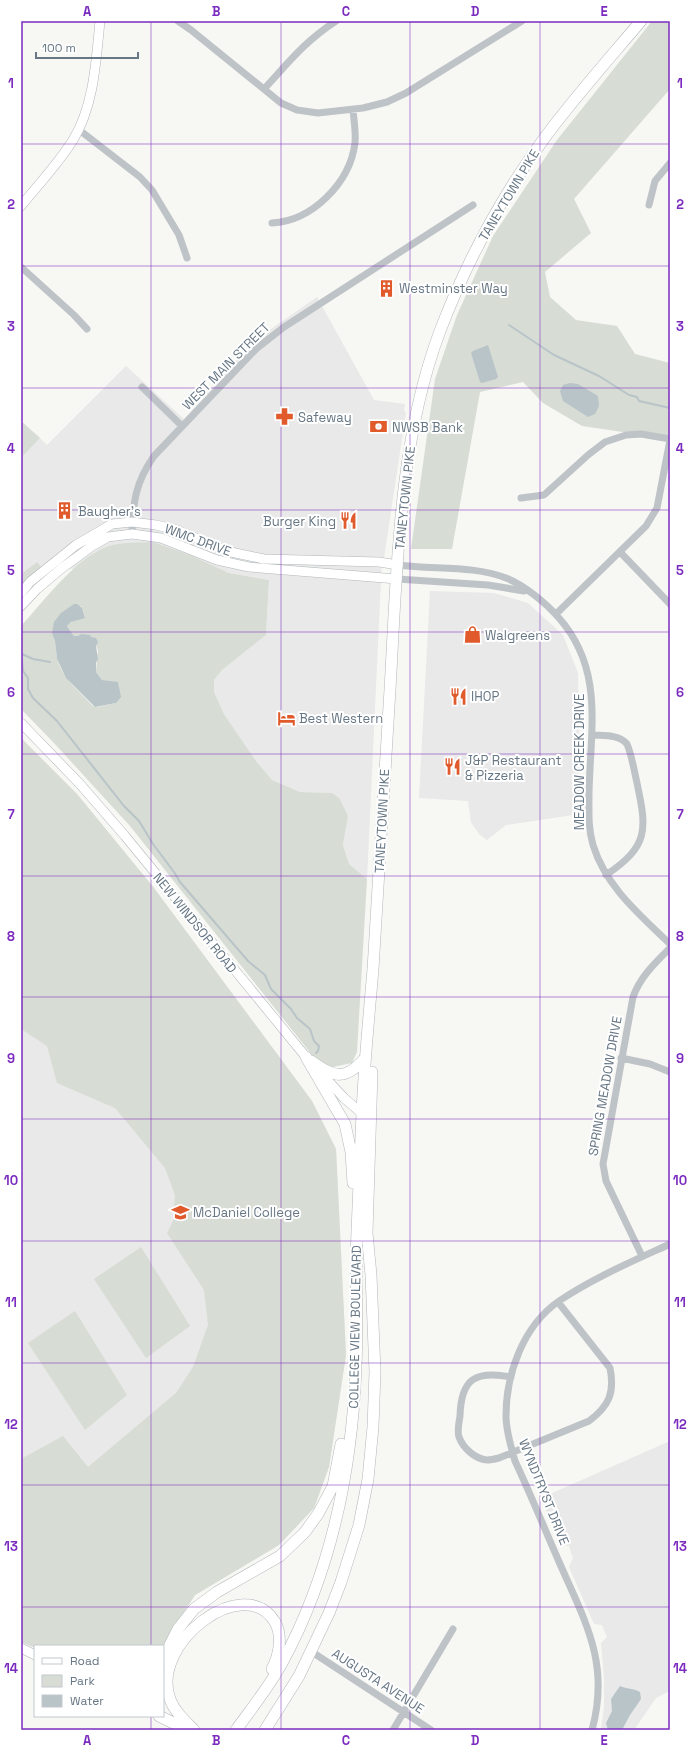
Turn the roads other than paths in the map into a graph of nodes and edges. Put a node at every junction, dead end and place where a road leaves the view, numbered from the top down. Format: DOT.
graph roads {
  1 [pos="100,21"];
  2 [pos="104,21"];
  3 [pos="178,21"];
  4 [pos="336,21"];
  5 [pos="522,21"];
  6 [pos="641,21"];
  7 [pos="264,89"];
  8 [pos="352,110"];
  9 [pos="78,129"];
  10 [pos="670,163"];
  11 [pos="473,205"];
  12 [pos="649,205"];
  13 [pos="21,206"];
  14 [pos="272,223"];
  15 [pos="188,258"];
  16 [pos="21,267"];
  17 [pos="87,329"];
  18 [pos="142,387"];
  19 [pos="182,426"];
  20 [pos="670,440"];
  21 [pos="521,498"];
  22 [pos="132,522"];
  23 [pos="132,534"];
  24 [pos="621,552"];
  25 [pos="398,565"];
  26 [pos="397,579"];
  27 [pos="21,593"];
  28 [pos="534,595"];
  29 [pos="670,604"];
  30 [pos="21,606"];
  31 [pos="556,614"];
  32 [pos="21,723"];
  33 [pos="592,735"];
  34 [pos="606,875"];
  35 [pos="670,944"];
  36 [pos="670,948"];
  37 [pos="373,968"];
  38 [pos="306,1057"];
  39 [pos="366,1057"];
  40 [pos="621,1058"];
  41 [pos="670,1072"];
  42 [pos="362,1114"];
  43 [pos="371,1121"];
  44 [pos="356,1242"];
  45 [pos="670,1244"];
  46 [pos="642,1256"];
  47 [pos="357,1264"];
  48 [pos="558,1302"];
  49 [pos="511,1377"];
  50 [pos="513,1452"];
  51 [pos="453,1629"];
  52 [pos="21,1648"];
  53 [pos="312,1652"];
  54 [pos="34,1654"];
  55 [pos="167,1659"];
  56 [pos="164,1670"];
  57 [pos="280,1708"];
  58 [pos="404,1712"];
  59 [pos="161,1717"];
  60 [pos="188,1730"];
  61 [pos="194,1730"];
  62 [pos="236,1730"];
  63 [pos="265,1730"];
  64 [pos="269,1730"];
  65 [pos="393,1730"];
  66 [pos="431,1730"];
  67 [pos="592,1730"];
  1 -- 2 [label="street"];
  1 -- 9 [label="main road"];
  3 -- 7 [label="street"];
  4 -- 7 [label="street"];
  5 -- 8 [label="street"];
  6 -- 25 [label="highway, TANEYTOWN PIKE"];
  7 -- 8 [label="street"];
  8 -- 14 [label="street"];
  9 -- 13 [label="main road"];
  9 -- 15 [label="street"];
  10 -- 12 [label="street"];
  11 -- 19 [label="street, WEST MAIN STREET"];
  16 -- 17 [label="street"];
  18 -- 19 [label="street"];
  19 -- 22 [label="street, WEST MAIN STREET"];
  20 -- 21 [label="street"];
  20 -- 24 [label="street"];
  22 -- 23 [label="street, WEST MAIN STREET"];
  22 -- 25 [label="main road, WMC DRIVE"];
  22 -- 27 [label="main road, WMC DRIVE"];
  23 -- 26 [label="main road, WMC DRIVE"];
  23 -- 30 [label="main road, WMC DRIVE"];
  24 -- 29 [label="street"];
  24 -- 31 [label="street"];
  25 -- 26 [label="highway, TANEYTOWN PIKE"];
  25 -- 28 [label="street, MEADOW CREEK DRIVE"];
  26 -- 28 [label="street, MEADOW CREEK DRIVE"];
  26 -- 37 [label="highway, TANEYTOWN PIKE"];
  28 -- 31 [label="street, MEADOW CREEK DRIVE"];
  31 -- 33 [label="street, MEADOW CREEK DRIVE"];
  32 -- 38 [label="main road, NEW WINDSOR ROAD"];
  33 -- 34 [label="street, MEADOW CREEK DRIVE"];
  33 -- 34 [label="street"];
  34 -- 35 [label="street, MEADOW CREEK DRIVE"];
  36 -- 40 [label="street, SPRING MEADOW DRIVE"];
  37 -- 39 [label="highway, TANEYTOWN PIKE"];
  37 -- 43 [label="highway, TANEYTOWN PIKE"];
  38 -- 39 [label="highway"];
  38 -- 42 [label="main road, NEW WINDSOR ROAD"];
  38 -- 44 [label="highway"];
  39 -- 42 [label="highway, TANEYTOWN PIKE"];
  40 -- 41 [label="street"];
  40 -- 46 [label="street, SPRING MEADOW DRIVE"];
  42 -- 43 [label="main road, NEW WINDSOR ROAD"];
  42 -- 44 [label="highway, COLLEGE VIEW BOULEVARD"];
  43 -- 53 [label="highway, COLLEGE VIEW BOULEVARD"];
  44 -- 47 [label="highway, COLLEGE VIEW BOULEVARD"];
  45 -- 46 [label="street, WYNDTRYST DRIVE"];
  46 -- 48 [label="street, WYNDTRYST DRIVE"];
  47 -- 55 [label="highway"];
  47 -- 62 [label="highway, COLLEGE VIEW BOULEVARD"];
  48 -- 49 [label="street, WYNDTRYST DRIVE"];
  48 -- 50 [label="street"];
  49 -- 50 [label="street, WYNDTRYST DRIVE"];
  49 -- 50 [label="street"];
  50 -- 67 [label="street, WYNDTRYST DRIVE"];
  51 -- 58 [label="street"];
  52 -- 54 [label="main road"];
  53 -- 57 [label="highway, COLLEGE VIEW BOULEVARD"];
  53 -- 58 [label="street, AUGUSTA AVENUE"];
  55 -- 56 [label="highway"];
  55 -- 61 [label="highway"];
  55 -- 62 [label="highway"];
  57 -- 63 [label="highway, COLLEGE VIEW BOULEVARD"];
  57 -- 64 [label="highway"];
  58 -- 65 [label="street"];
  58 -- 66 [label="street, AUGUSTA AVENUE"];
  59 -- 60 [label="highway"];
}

== Work instruction ==
Repeat each line of the records exactly. Do not include the pictures.

== Finished task ==
Turn the roads other than paths in the map into a graph of nodes and edges. Put a node at every junction, dead end and place where a road leaves the view, numbered from the top down. Format: DOT.
graph roads {
  1 [pos="100,21"];
  2 [pos="104,21"];
  3 [pos="178,21"];
  4 [pos="336,21"];
  5 [pos="522,21"];
  6 [pos="641,21"];
  7 [pos="264,89"];
  8 [pos="352,110"];
  9 [pos="78,129"];
  10 [pos="670,163"];
  11 [pos="473,205"];
  12 [pos="649,205"];
  13 [pos="21,206"];
  14 [pos="272,223"];
  15 [pos="188,258"];
  16 [pos="21,267"];
  17 [pos="87,329"];
  18 [pos="142,387"];
  19 [pos="182,426"];
  20 [pos="670,440"];
  21 [pos="521,498"];
  22 [pos="132,522"];
  23 [pos="132,534"];
  24 [pos="621,552"];
  25 [pos="398,565"];
  26 [pos="397,579"];
  27 [pos="21,593"];
  28 [pos="534,595"];
  29 [pos="670,604"];
  30 [pos="21,606"];
  31 [pos="556,614"];
  32 [pos="21,723"];
  33 [pos="592,735"];
  34 [pos="606,875"];
  35 [pos="670,944"];
  36 [pos="670,948"];
  37 [pos="373,968"];
  38 [pos="306,1057"];
  39 [pos="366,1057"];
  40 [pos="621,1058"];
  41 [pos="670,1072"];
  42 [pos="362,1114"];
  43 [pos="371,1121"];
  44 [pos="356,1242"];
  45 [pos="670,1244"];
  46 [pos="642,1256"];
  47 [pos="357,1264"];
  48 [pos="558,1302"];
  49 [pos="511,1377"];
  50 [pos="513,1452"];
  51 [pos="453,1629"];
  52 [pos="21,1648"];
  53 [pos="312,1652"];
  54 [pos="34,1654"];
  55 [pos="167,1659"];
  56 [pos="164,1670"];
  57 [pos="280,1708"];
  58 [pos="404,1712"];
  59 [pos="161,1717"];
  60 [pos="188,1730"];
  61 [pos="194,1730"];
  62 [pos="236,1730"];
  63 [pos="265,1730"];
  64 [pos="269,1730"];
  65 [pos="393,1730"];
  66 [pos="431,1730"];
  67 [pos="592,1730"];
  1 -- 2 [label="street"];
  1 -- 9 [label="main road"];
  3 -- 7 [label="street"];
  4 -- 7 [label="street"];
  5 -- 8 [label="street"];
  6 -- 25 [label="highway, TANEYTOWN PIKE"];
  7 -- 8 [label="street"];
  8 -- 14 [label="street"];
  9 -- 13 [label="main road"];
  9 -- 15 [label="street"];
  10 -- 12 [label="street"];
  11 -- 19 [label="street, WEST MAIN STREET"];
  16 -- 17 [label="street"];
  18 -- 19 [label="street"];
  19 -- 22 [label="street, WEST MAIN STREET"];
  20 -- 21 [label="street"];
  20 -- 24 [label="street"];
  22 -- 23 [label="street, WEST MAIN STREET"];
  22 -- 25 [label="main road, WMC DRIVE"];
  22 -- 27 [label="main road, WMC DRIVE"];
  23 -- 26 [label="main road, WMC DRIVE"];
  23 -- 30 [label="main road, WMC DRIVE"];
  24 -- 29 [label="street"];
  24 -- 31 [label="street"];
  25 -- 26 [label="highway, TANEYTOWN PIKE"];
  25 -- 28 [label="street, MEADOW CREEK DRIVE"];
  26 -- 28 [label="street, MEADOW CREEK DRIVE"];
  26 -- 37 [label="highway, TANEYTOWN PIKE"];
  28 -- 31 [label="street, MEADOW CREEK DRIVE"];
  31 -- 33 [label="street, MEADOW CREEK DRIVE"];
  32 -- 38 [label="main road, NEW WINDSOR ROAD"];
  33 -- 34 [label="street, MEADOW CREEK DRIVE"];
  33 -- 34 [label="street"];
  34 -- 35 [label="street, MEADOW CREEK DRIVE"];
  36 -- 40 [label="street, SPRING MEADOW DRIVE"];
  37 -- 39 [label="highway, TANEYTOWN PIKE"];
  37 -- 43 [label="highway, TANEYTOWN PIKE"];
  38 -- 39 [label="highway"];
  38 -- 42 [label="main road, NEW WINDSOR ROAD"];
  38 -- 44 [label="highway"];
  39 -- 42 [label="highway, TANEYTOWN PIKE"];
  40 -- 41 [label="street"];
  40 -- 46 [label="street, SPRING MEADOW DRIVE"];
  42 -- 43 [label="main road, NEW WINDSOR ROAD"];
  42 -- 44 [label="highway, COLLEGE VIEW BOULEVARD"];
  43 -- 53 [label="highway, COLLEGE VIEW BOULEVARD"];
  44 -- 47 [label="highway, COLLEGE VIEW BOULEVARD"];
  45 -- 46 [label="street, WYNDTRYST DRIVE"];
  46 -- 48 [label="street, WYNDTRYST DRIVE"];
  47 -- 55 [label="highway"];
  47 -- 62 [label="highway, COLLEGE VIEW BOULEVARD"];
  48 -- 49 [label="street, WYNDTRYST DRIVE"];
  48 -- 50 [label="street"];
  49 -- 50 [label="street, WYNDTRYST DRIVE"];
  49 -- 50 [label="street"];
  50 -- 67 [label="street, WYNDTRYST DRIVE"];
  51 -- 58 [label="street"];
  52 -- 54 [label="main road"];
  53 -- 57 [label="highway, COLLEGE VIEW BOULEVARD"];
  53 -- 58 [label="street, AUGUSTA AVENUE"];
  55 -- 56 [label="highway"];
  55 -- 61 [label="highway"];
  55 -- 62 [label="highway"];
  57 -- 63 [label="highway, COLLEGE VIEW BOULEVARD"];
  57 -- 64 [label="highway"];
  58 -- 65 [label="street"];
  58 -- 66 [label="street, AUGUSTA AVENUE"];
  59 -- 60 [label="highway"];
}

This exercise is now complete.